• [Problem to solve]:
Take each line of the data that contains the string "nodes" and copy it.
• • • • • • •
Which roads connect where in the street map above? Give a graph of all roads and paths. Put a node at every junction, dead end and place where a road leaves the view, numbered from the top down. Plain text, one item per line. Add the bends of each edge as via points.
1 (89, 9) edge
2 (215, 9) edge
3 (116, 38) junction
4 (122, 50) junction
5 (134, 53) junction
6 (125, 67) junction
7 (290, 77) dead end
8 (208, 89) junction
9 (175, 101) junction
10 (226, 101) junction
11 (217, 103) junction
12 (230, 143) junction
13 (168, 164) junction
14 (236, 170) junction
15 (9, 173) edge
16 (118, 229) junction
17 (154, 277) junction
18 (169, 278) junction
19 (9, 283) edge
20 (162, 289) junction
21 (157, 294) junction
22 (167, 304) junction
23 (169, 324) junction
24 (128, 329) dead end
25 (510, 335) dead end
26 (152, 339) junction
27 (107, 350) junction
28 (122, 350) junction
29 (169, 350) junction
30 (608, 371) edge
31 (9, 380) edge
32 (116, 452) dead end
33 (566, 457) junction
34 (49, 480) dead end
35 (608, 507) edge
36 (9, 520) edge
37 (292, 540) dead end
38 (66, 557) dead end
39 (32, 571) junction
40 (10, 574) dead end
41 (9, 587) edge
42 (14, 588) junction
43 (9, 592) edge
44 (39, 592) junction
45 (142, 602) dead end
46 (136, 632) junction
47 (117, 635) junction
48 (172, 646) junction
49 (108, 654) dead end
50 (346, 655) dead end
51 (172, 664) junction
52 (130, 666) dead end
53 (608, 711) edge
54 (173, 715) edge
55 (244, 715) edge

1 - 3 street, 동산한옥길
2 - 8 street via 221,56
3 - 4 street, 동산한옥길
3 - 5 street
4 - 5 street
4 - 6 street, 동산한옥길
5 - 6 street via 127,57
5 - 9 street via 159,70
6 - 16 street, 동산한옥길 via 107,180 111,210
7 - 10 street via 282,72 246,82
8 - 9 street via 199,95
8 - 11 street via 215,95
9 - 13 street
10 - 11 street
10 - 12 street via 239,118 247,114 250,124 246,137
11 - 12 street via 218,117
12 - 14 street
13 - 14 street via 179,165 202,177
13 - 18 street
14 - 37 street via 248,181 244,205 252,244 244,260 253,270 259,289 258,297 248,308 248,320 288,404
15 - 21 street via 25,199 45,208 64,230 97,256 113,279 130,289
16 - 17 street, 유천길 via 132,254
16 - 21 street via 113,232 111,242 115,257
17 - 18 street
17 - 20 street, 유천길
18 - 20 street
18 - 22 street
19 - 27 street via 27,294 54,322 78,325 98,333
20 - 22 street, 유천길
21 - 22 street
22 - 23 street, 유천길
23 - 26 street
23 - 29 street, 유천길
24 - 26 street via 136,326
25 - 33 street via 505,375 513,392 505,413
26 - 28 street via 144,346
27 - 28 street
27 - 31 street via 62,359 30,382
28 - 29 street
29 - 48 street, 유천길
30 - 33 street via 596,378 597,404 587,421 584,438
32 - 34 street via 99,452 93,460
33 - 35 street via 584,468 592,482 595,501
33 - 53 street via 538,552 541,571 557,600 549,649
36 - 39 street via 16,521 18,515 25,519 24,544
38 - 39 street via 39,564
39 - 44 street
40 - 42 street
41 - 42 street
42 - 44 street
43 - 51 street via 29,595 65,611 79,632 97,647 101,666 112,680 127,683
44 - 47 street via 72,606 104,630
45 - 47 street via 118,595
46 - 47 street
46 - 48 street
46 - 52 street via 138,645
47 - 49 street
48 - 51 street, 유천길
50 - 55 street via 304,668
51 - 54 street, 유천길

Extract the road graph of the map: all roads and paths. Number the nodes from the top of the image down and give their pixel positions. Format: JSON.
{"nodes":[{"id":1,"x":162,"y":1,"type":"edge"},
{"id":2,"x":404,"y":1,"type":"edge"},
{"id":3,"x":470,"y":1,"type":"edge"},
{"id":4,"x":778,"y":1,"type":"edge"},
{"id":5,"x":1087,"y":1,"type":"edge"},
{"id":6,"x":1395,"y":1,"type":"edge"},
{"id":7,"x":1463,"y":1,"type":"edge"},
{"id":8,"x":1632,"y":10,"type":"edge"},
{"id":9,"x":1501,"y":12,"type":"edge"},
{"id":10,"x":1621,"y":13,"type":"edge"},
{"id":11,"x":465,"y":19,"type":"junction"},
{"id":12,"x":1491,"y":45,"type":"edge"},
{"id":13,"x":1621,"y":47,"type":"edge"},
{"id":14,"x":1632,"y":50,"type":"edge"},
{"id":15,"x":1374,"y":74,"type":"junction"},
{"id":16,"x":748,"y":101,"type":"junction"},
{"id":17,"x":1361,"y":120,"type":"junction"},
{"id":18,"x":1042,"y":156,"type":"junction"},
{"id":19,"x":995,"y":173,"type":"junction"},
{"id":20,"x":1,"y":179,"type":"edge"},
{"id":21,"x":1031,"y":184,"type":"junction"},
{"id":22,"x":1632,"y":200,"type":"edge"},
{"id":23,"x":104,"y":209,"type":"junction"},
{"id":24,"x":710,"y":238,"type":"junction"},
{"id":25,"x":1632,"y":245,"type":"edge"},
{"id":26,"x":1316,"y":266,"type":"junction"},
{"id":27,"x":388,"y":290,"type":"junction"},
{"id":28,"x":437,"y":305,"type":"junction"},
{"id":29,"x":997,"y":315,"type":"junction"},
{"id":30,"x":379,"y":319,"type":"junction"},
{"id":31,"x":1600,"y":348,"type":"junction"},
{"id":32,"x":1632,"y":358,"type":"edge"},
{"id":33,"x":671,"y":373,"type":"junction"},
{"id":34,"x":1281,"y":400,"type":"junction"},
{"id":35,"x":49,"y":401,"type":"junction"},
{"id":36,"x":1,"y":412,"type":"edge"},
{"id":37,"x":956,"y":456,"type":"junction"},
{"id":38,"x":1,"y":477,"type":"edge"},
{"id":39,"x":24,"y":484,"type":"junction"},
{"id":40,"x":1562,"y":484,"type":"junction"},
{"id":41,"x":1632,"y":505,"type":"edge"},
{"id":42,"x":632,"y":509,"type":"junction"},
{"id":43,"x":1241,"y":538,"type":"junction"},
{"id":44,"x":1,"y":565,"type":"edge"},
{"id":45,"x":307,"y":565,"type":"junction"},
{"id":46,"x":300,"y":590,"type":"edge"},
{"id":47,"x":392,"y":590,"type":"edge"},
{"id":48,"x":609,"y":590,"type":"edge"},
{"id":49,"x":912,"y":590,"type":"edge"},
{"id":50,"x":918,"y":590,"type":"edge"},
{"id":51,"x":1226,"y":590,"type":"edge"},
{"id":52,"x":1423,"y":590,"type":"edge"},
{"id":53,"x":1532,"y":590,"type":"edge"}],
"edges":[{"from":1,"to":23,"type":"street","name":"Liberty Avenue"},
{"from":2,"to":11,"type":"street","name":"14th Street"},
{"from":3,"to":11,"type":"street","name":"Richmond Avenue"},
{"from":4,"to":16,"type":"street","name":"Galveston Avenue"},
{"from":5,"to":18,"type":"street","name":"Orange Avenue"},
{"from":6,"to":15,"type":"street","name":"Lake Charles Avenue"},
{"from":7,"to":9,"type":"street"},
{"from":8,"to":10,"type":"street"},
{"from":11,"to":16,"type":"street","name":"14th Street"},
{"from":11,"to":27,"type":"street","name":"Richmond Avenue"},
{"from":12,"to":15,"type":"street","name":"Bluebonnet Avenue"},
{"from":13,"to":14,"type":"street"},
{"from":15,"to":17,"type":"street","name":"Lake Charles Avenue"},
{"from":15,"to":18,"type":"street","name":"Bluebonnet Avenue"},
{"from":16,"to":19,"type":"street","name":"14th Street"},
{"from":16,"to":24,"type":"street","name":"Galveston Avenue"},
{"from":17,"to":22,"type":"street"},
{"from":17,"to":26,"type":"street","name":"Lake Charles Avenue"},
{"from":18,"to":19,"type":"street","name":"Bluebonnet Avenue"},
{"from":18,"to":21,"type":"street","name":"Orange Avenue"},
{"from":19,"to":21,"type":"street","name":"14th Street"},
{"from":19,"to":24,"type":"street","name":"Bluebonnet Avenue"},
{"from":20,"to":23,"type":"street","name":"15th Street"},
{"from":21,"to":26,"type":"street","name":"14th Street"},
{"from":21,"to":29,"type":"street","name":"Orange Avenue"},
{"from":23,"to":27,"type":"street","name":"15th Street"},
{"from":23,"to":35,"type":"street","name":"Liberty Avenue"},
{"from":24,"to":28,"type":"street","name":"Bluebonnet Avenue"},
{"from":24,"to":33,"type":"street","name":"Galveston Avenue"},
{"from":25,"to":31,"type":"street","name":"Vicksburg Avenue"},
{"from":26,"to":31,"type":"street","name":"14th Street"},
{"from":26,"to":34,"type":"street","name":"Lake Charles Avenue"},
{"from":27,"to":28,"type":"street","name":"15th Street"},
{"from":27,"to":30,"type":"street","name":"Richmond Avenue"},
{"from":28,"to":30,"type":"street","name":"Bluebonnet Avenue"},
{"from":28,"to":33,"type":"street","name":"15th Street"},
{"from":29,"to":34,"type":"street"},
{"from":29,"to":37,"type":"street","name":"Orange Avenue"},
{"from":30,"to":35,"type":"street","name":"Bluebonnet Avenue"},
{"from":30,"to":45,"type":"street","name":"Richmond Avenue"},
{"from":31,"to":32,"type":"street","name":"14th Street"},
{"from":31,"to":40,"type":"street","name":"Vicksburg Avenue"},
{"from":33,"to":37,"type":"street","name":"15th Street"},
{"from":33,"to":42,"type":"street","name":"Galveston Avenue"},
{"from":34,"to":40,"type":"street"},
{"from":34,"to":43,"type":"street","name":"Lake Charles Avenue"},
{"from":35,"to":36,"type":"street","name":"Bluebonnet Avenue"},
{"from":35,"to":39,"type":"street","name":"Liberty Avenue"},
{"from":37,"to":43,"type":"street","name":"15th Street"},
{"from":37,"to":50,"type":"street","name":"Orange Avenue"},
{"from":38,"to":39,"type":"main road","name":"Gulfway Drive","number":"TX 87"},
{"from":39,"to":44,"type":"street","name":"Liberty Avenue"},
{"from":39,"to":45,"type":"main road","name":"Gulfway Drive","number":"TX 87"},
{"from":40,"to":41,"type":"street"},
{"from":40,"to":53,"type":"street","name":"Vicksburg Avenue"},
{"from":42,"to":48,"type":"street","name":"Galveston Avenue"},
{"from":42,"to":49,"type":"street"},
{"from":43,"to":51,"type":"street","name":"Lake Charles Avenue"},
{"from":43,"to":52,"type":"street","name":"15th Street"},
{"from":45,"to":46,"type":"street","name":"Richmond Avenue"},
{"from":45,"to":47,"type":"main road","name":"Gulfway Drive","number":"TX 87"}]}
• • • • • • •
• [Exercise response]:
Extract the road graph of the map: all roads and paths. Number the nodes from the top of the image down and give their pixel positions. Format: JSON.
{"nodes":[{"id":1,"x":162,"y":1,"type":"edge"},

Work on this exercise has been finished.